CAIA Clears Path for Democratization of Alternative Assets
The Chartered Alternative Investment Analyst (CAIA) organization issued a paper outlining the improvements the alternative asset industry should make to make it more accessible to investors. The recommendations included a four-point action plan: commit to education, embrace transparency, advocate for diversification, and democratize but protect.
The organization’s report forecast the typical allocations to alternative investments rising to 24% by 2025, facilitated in part by a growing appetite for portfolio diversification among investors in the wake of today’s market volatility. “We believe the merits of diversification will roar back to life in this new environment,” CAIA said.
The report largely focused on describing an ideal vision of alternative investments, where access to the assets was democratized among a larger population than is available to the industry today. The group emphasized key standards that the industry should live up to for the safe facilitation of a plethora of new participants.
“Issues of transparency, reporting, education, and the alignment of stakeholder interests need serious reconsideration to incentivize appropriate behavior and to protect investors,” CAIA wrote. The agency called for a host of different characteristics to be improved upon that would ease the transition of investors into alternative asset classes.
Alternative funds recently surpassed $10 trillion in assets under management (AUM), and are tackling an issue of compressed future returns stimulated by relatively high asset pricing.
CAIA said it intends to facilitate an active industry-wide conversation around future reforms, and advocated for new changes such as uniform performance presentation standards, improved alignment between GPs and LPs to mitigate “agency” costs, development of environmental, social, and governance (ESG) standards in private capital, and a proportional appropriation of security for all stakeholders to avoid selfish and unethical behavior among market participants.
The organization cited that the industry, specifically private equity firms, will need to mature to succeed in the long-term. Speaking about WeWork’s valuation cut from $47 billion to $10 billion after filing an IPO one month beforehand, CAIA leveraged the company’s story as a case study for how the industry should evolve.
Regarding the company’s history, CAIA said “many have taken it as the signal that former private market darlings will need to show a lot more than a strong brand and rapid growth to succeed in the public markets.”

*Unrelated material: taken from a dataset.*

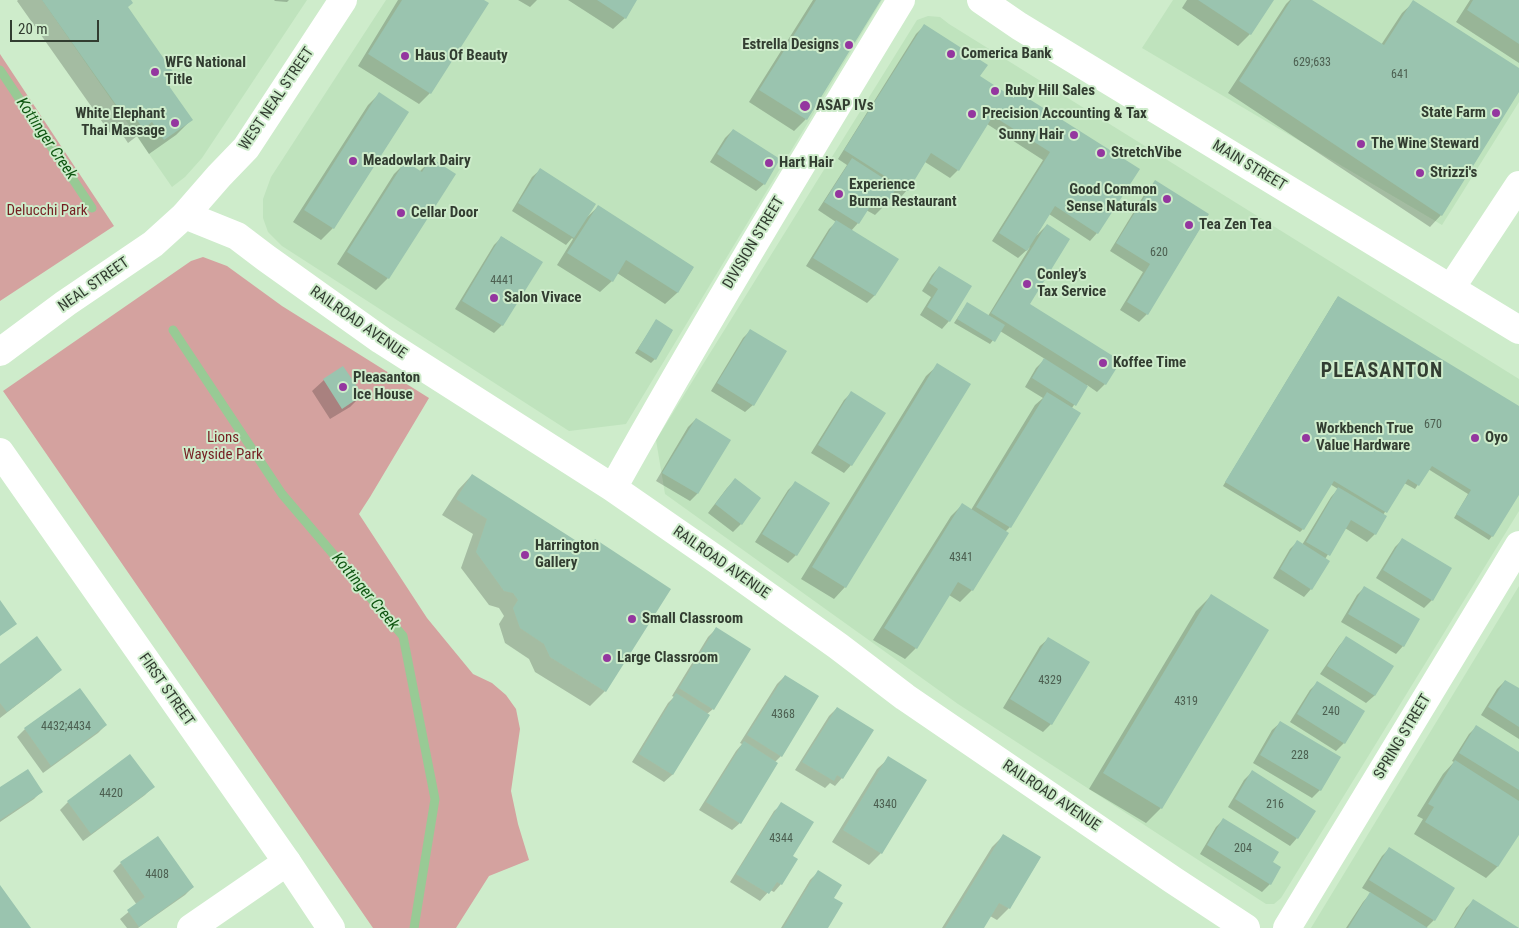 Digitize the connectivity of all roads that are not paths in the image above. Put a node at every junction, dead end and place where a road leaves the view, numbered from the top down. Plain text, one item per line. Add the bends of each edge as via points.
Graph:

“While we believe that investors can produce superior returns in private capital, it is far from universal given the wide dispersion of manager performance and the flood of money into the strategies,” the report said.
Part of what would help remedy poor performance and general inefficiencies across the market is an emphasis on education, another characteristic that the organization sees as vital to the industry’s success. “As the world becomes more complex and as digitization and emerging technologies reshape the ways in which capital is invested, industry leaders, regulators, and associations must unite around increasing the sophistication and acumen of the practitioners who are advising clients and allocating capital,” the report said.